The data usually contains multiple levels of hierarchies, which can be grouped in multiple ways for our analysis. Pandas offer a method for tackling such situations.
Let’s look at our data
Before we proceed with the article, let’s quickly take a look at our data
>>> fortune.head()
Company Revenues Profits Employees Sector Industry
0 Walmart 500343.0 9862.0 2300000 Retailing General Merchandisers
1 Exxon Mobil 244363.0 19710.0 71200 Energy Petroleum Refining
2 Berkshire Hathaway 242137.0 44940.0 377000 Financials Insurance: Property and Casualty (Stock)
3 Apple 229234.0 48351.0 123000 Technology Computers, Office Equipment
4 UnitedHealth Group 201159.0 10558.0 260000 Health Care Health Care: Insurance and Managed Care
>>> fortune.info()
<class 'pandas.core.frame.DataFrame'>
RangeIndex: 1000 entries, 0 to 999
Data columns (total 6 columns):
# Column Non-Null Count Dtype
--- ------ -------------- -----
0 Company 1000 non-null object
1 Revenues 1000 non-null float64
2 Profits 998 non-null float64
3 Employees 1000 non-null int64
4 Sector 1000 non-null object
5 Industry 1000 non-null object
dtypes: float64(2), int64(1), object(3)
memory usage: 47.0+ KB
- The data contains 1000 rows and 6 columns.
- We have Company Data broken out by Company, Sector and Industry. The available measures are Revenues, Profits and Employees.
- Looking at the data we can understand that a Sector can have multiple Industry and an Industry can have multiple Company.
- So the hierarchy is Sector -> Industry -> Company.

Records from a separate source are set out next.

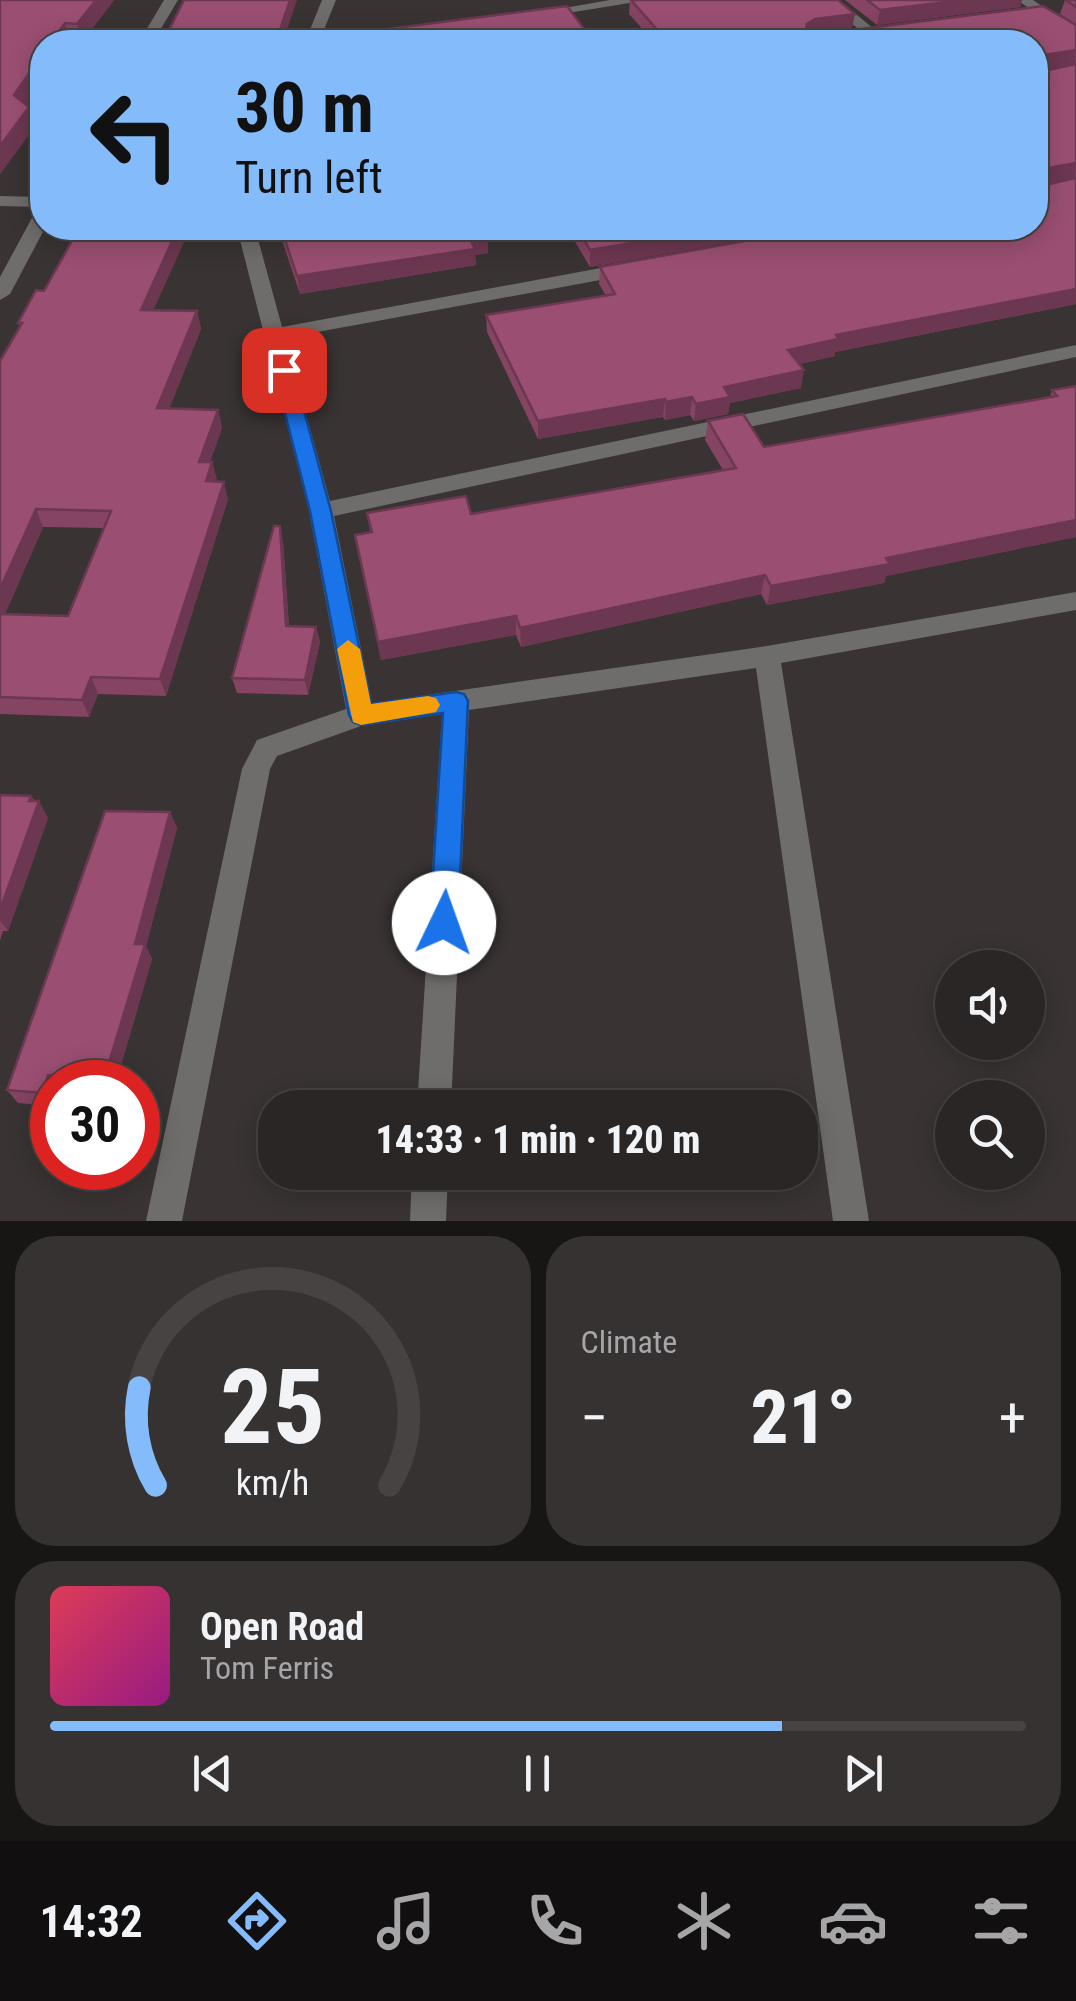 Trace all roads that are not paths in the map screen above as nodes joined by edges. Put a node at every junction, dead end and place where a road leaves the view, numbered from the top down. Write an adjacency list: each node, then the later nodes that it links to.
1 (172, 0): 7 (street)
2 (329, 0): 8 (street)
3 (641, 0): 6 (street)
4 (830, 0): 9 (street)
5 (1036, 9): 10 (street)
6 (522, 16)
7 (153, 30)
8 (317, 30)
9 (867, 30)
10 (1076, 36)
11 (0, 201): 12 (street)
12 (30, 202)
13 (30, 238): 16 (street)
14 (249, 240): 17 (street)
15 (661, 263): 17 (street)
16 (0, 294)
17 (274, 334): 19 (street)
18 (1076, 351): 19 (street)
19 (321, 511): 23 (street)
20 (1076, 601): 21 (street)
21 (767, 656): 22 (street); 28 (street)
22 (456, 701): 23 (street); 24 (street)
23 (361, 715): 26 (street)
24 (435, 1090)
25 (429, 1190): 27 (street)
26 (164, 1221)
27 (428, 1221)
28 (851, 1221)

General Syntax for GroupBy
Let’s look at the parameters for GroupBy
You can find the full documentation here.
Parameter | Description |
---|---|
by | mapping, function, label, or list of labels Used to determine the groups for the groupby. If by is a function, it’s called on each value of the object’s index. If a dict or Series is passed, the Series or dict VALUES will be used to determine the groups. If a ndarray is passed, the values are used as-is to determine the groups. A label or list of labels may be passed to the group by the columns in self. Notice that a tuple is interpreted as a (single) key. |
axis | {0 or ‘index’, 1 or ‘columns’}, default 0 Split along rows (0) or columns (1). |
level | int, level name, or sequence of such, default None If the axis is a MultiIndex (hierarchical), group by a particular level or levels. |
as_index | bool, default True For aggregated output, return an object with group labels as the index. Only relevant for DataFrame input. as_index=False is effectively “SQL-style” grouped output. |
sort | bool, default True Sort group keys. Get better performance by turning this off. Note this does not influence the order of observations within each group. groupby preserves the order of rows within each group. |
group_keys | bool, default True When calling apply, add group keys to the index to identify pieces. |
observed | bool, default False This only applies if any of the groupers are Categoricals. If True: only show observed values for categorical groupers. If False: show all values for categorical groupers. |
dropna | bool, default True If True, and if group keys contain NA values, NA values together with row/column will be dropped. If False, NA values will also be treated as the key in groups |
Grouping data by a column
In our data, since Sector is that main header we can think of grouping the data by Sector and then try to do some analysis
sectors = fortune.groupby('Sector')
>>> sectors
<pandas.core.groupby.generic.DataFrameGroupBy object at 0x0000017215A736D0>
Grouping a dataset using groupby returns a DataFrameGroupBy object, which provides different methods and properties which we can utilize for our analysis.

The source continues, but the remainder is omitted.